╔══

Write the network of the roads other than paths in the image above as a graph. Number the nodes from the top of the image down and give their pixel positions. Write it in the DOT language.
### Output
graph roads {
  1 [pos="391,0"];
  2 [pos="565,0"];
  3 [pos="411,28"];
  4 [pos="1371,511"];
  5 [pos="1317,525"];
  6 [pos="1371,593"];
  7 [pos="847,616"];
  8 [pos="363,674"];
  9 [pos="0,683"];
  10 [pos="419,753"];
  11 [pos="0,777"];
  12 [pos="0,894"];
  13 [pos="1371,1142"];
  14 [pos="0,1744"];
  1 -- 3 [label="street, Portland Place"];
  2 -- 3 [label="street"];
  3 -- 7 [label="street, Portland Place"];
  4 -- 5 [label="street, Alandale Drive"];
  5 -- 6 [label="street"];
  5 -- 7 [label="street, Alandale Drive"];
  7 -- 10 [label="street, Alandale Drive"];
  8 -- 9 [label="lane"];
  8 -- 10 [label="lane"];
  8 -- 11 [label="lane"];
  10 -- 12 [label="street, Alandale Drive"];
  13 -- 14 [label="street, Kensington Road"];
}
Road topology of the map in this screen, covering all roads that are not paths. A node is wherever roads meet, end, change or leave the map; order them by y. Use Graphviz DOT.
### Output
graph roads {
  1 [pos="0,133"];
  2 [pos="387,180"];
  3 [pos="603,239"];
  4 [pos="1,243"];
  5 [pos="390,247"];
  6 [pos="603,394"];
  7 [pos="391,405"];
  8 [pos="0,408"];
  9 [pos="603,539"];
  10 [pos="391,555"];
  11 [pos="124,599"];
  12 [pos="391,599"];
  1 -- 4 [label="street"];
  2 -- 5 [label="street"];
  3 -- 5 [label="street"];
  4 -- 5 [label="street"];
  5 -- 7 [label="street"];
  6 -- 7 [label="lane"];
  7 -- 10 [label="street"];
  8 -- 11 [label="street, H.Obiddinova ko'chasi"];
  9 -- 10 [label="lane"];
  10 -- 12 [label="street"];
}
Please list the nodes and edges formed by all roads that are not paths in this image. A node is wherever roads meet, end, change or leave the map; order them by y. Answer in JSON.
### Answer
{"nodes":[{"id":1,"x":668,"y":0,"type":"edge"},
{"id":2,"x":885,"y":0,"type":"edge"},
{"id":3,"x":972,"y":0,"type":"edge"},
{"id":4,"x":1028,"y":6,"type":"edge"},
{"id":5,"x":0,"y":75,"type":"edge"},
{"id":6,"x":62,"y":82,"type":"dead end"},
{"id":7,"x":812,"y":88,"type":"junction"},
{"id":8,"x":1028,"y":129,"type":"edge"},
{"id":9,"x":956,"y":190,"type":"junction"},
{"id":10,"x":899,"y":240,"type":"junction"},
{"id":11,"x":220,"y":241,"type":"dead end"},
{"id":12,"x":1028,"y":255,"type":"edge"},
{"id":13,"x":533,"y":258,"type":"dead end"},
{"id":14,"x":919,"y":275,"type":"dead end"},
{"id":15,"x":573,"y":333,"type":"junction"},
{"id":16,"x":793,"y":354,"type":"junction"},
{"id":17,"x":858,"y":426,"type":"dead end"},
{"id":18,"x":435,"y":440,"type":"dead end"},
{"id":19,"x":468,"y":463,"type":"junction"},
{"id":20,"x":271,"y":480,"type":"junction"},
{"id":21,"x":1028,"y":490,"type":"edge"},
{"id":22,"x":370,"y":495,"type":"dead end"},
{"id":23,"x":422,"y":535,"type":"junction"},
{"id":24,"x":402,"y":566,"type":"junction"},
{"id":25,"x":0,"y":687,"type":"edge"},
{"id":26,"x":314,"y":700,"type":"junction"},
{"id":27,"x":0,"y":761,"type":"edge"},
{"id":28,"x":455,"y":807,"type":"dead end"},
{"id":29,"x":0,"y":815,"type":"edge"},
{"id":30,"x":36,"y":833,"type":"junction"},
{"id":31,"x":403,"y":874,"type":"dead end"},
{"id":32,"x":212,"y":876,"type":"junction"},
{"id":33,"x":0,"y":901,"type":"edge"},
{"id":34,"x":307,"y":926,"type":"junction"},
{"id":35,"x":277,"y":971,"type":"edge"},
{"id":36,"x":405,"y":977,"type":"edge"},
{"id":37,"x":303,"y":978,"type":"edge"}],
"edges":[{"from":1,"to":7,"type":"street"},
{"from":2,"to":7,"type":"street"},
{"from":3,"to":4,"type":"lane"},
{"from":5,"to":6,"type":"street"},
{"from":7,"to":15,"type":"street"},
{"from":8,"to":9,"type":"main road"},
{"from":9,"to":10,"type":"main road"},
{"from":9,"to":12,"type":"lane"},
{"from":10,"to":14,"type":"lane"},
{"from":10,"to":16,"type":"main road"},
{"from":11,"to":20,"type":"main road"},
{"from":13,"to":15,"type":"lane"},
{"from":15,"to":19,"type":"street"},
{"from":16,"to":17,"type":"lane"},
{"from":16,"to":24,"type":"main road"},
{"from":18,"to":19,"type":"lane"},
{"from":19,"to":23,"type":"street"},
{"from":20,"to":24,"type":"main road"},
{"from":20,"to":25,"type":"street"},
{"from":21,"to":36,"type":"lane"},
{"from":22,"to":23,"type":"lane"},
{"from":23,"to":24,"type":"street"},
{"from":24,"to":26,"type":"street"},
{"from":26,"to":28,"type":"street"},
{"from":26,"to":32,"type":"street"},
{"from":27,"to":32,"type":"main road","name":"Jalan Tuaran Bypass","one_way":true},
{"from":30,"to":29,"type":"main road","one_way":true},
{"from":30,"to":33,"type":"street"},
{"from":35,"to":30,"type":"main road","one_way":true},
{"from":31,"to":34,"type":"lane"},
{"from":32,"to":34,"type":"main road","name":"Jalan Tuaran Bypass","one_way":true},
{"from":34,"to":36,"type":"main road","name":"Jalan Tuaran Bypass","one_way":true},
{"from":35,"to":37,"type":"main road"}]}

╚══

For this task, set down the entire listing word for word.

Write the network of the roads other than paths in the image above as a graph. Number the nodes from the top of the image down and give their pixel positions. Write it in the DOT language.
### Output
graph roads {
  1 [pos="391,0"];
  2 [pos="565,0"];
  3 [pos="411,28"];
  4 [pos="1371,511"];
  5 [pos="1317,525"];
  6 [pos="1371,593"];
  7 [pos="847,616"];
  8 [pos="363,674"];
  9 [pos="0,683"];
  10 [pos="419,753"];
  11 [pos="0,777"];
  12 [pos="0,894"];
  13 [pos="1371,1142"];
  14 [pos="0,1744"];
  1 -- 3 [label="street, Portland Place"];
  2 -- 3 [label="street"];
  3 -- 7 [label="street, Portland Place"];
  4 -- 5 [label="street, Alandale Drive"];
  5 -- 6 [label="street"];
  5 -- 7 [label="street, Alandale Drive"];
  7 -- 10 [label="street, Alandale Drive"];
  8 -- 9 [label="lane"];
  8 -- 10 [label="lane"];
  8 -- 11 [label="lane"];
  10 -- 12 [label="street, Alandale Drive"];
  13 -- 14 [label="street, Kensington Road"];
}
Road topology of the map in this screen, covering all roads that are not paths. A node is wherever roads meet, end, change or leave the map; order them by y. Use Graphviz DOT.
### Output
graph roads {
  1 [pos="0,133"];
  2 [pos="387,180"];
  3 [pos="603,239"];
  4 [pos="1,243"];
  5 [pos="390,247"];
  6 [pos="603,394"];
  7 [pos="391,405"];
  8 [pos="0,408"];
  9 [pos="603,539"];
  10 [pos="391,555"];
  11 [pos="124,599"];
  12 [pos="391,599"];
  1 -- 4 [label="street"];
  2 -- 5 [label="street"];
  3 -- 5 [label="street"];
  4 -- 5 [label="street"];
  5 -- 7 [label="street"];
  6 -- 7 [label="lane"];
  7 -- 10 [label="street"];
  8 -- 11 [label="street, H.Obiddinova ko'chasi"];
  9 -- 10 [label="lane"];
  10 -- 12 [label="street"];
}
Please list the nodes and edges formed by all roads that are not paths in this image. A node is wherever roads meet, end, change or leave the map; order them by y. Answer in JSON.
### Answer
{"nodes":[{"id":1,"x":668,"y":0,"type":"edge"},
{"id":2,"x":885,"y":0,"type":"edge"},
{"id":3,"x":972,"y":0,"type":"edge"},
{"id":4,"x":1028,"y":6,"type":"edge"},
{"id":5,"x":0,"y":75,"type":"edge"},
{"id":6,"x":62,"y":82,"type":"dead end"},
{"id":7,"x":812,"y":88,"type":"junction"},
{"id":8,"x":1028,"y":129,"type":"edge"},
{"id":9,"x":956,"y":190,"type":"junction"},
{"id":10,"x":899,"y":240,"type":"junction"},
{"id":11,"x":220,"y":241,"type":"dead end"},
{"id":12,"x":1028,"y":255,"type":"edge"},
{"id":13,"x":533,"y":258,"type":"dead end"},
{"id":14,"x":919,"y":275,"type":"dead end"},
{"id":15,"x":573,"y":333,"type":"junction"},
{"id":16,"x":793,"y":354,"type":"junction"},
{"id":17,"x":858,"y":426,"type":"dead end"},
{"id":18,"x":435,"y":440,"type":"dead end"},
{"id":19,"x":468,"y":463,"type":"junction"},
{"id":20,"x":271,"y":480,"type":"junction"},
{"id":21,"x":1028,"y":490,"type":"edge"},
{"id":22,"x":370,"y":495,"type":"dead end"},
{"id":23,"x":422,"y":535,"type":"junction"},
{"id":24,"x":402,"y":566,"type":"junction"},
{"id":25,"x":0,"y":687,"type":"edge"},
{"id":26,"x":314,"y":700,"type":"junction"},
{"id":27,"x":0,"y":761,"type":"edge"},
{"id":28,"x":455,"y":807,"type":"dead end"},
{"id":29,"x":0,"y":815,"type":"edge"},
{"id":30,"x":36,"y":833,"type":"junction"},
{"id":31,"x":403,"y":874,"type":"dead end"},
{"id":32,"x":212,"y":876,"type":"junction"},
{"id":33,"x":0,"y":901,"type":"edge"},
{"id":34,"x":307,"y":926,"type":"junction"},
{"id":35,"x":277,"y":971,"type":"edge"},
{"id":36,"x":405,"y":977,"type":"edge"},
{"id":37,"x":303,"y":978,"type":"edge"}],
"edges":[{"from":1,"to":7,"type":"street"},
{"from":2,"to":7,"type":"street"},
{"from":3,"to":4,"type":"lane"},
{"from":5,"to":6,"type":"street"},
{"from":7,"to":15,"type":"street"},
{"from":8,"to":9,"type":"main road"},
{"from":9,"to":10,"type":"main road"},
{"from":9,"to":12,"type":"lane"},
{"from":10,"to":14,"type":"lane"},
{"from":10,"to":16,"type":"main road"},
{"from":11,"to":20,"type":"main road"},
{"from":13,"to":15,"type":"lane"},
{"from":15,"to":19,"type":"street"},
{"from":16,"to":17,"type":"lane"},
{"from":16,"to":24,"type":"main road"},
{"from":18,"to":19,"type":"lane"},
{"from":19,"to":23,"type":"street"},
{"from":20,"to":24,"type":"main road"},
{"from":20,"to":25,"type":"street"},
{"from":21,"to":36,"type":"lane"},
{"from":22,"to":23,"type":"lane"},
{"from":23,"to":24,"type":"street"},
{"from":24,"to":26,"type":"street"},
{"from":26,"to":28,"type":"street"},
{"from":26,"to":32,"type":"street"},
{"from":27,"to":32,"type":"main road","name":"Jalan Tuaran Bypass","one_way":true},
{"from":30,"to":29,"type":"main road","one_way":true},
{"from":30,"to":33,"type":"street"},
{"from":35,"to":30,"type":"main road","one_way":true},
{"from":31,"to":34,"type":"lane"},
{"from":32,"to":34,"type":"main road","name":"Jalan Tuaran Bypass","one_way":true},
{"from":34,"to":36,"type":"main road","name":"Jalan Tuaran Bypass","one_way":true},
{"from":35,"to":37,"type":"main road"}]}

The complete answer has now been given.